At some point in your life, you’ve probably experienced the feeling of having “butterflies in your stomach,” or the notion of having a “gut feeling.” But where do these feelings actually come from? According to Yoko Kawashima, Functional Medicine Certified Health Coach at AAPRI’s Center for Functional Medicine, there’s a direct physiological and biochemical connection between your brain and your gastrointestinal (GI) system. Let’s take a look at how the brain affects the gut and vice versa.
Did you know you have two brains?
As Yoko explains, your gut has its own nervous system—the enteric nervous system (ENS)—which is an extensive web of various types of neurons embedded in the wall of your GI tract, extending from the esophagus down through the stomach and intestines to the rectum. “The enteric nervous system plays a big role in the digestion process in your GI tract. There is a bidirectional highway called the vagus nerve, which connects your two brains—the brain in your head and your second brain in your gut,” says Yoko. “Those feelings of butterflies, or queasiness, are driven by the release of stress hormones that are perhaps perpetuated by psychological stress, which impact the neurons in your gut.”
The enteric nervous system is often referred to as the “second brain” because it relies on the same type of neurons and neurotransmitters that are found in the central nervous system. In fact, with more than 100 million nerve cells lining your GI tract, there are more neurons in the gut than in the entire spinal cord.
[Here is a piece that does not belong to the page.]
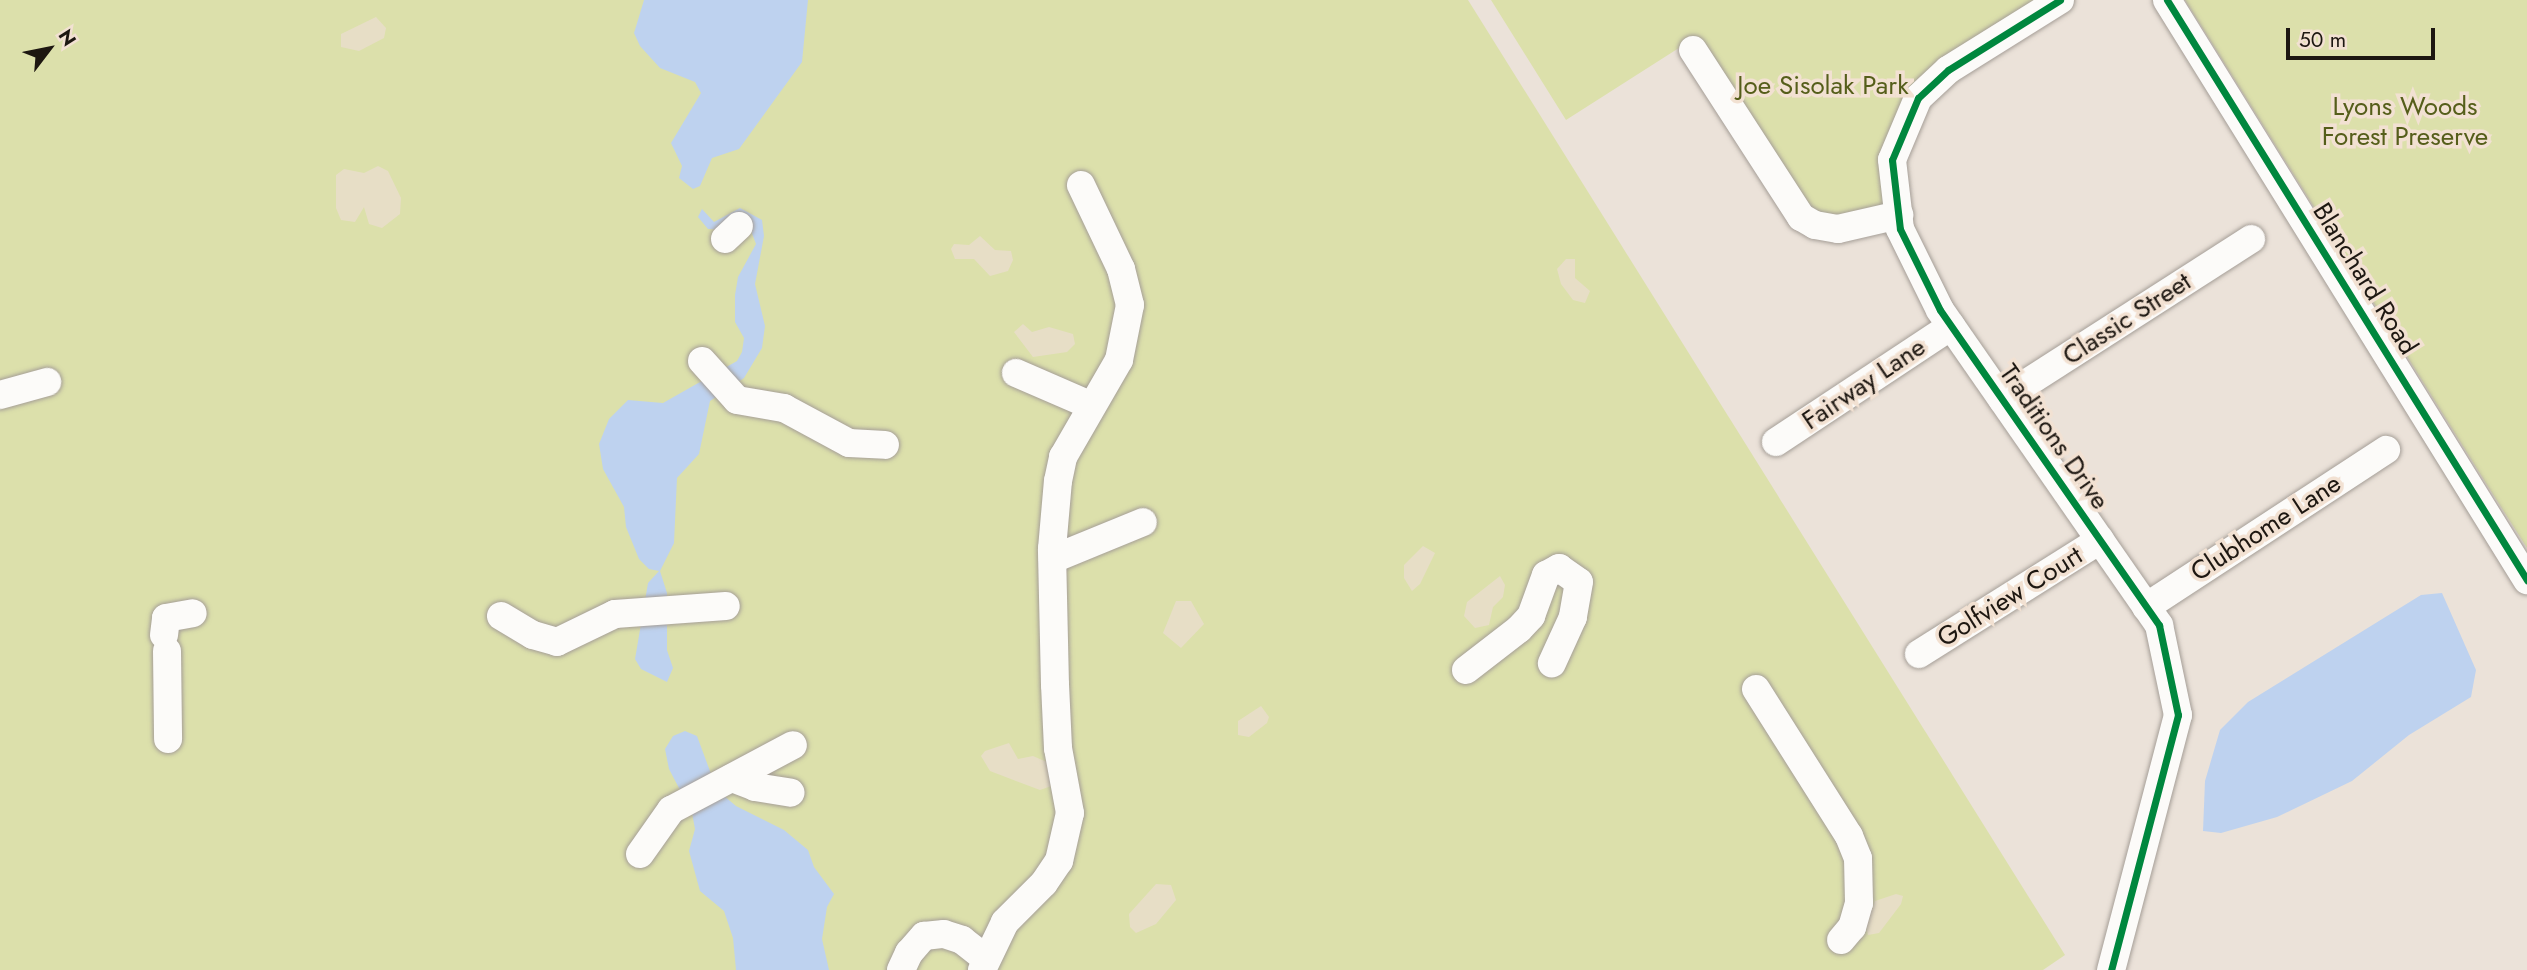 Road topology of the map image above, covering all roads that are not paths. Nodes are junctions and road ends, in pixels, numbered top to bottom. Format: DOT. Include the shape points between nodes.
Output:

What does the enteric nervous system do?
The second brain plays a key role in your overall health. Its main function is controlling digestion, from swallowing to the release of enzymes that break down food and the control of blood flow that helps with absorption of nutrients and elimination. The ENS also communicates with your big brain, which can trigger changes in your mood and emotions, and in particular how we respond to stress.
In addition, “About 70 percent of our immune system is found in the gut, which means the enteric nervous system has a powerful impact on our health,” explains Yoko. “A common example is when our second brain sends us into ‘fight or flight mode’ when we’re under stress, and our digestion and motility stop functioning properly. This can lead to constipation, IBS symptoms, a disrupted gut microbiome—and can eventually lead to a weakened immune system.” Chronic stress can cause inflammation and suppress immune function.
The second brain secretes a significant amount of serotonin and dopamine, which are both “feel good” chemical messengers used by the nervous system to regulate various bodily functions such as sleep, motivation, memory, and metabolism. Chronic stress causes serotonin and dopamine levels to decrease and cortisol levels to increase, which can disrupt digestion, brain activity, hormones, and mood—and it’s all connected through the gut microbiome.
How functional medicine can help
A functional medicine approach includes eating a healthy, balanced diet rich in anti-inflammatory foods, along with regular moderate exercise and a consistent strategy to manage stress, or “rest and digest,” says Yoko. “The standard American diet, which is high in trans fats, sugar, and processed foods is one of the main culprits in causing a breakdown in gut function that can lead to a decrease in brain productivity, too.”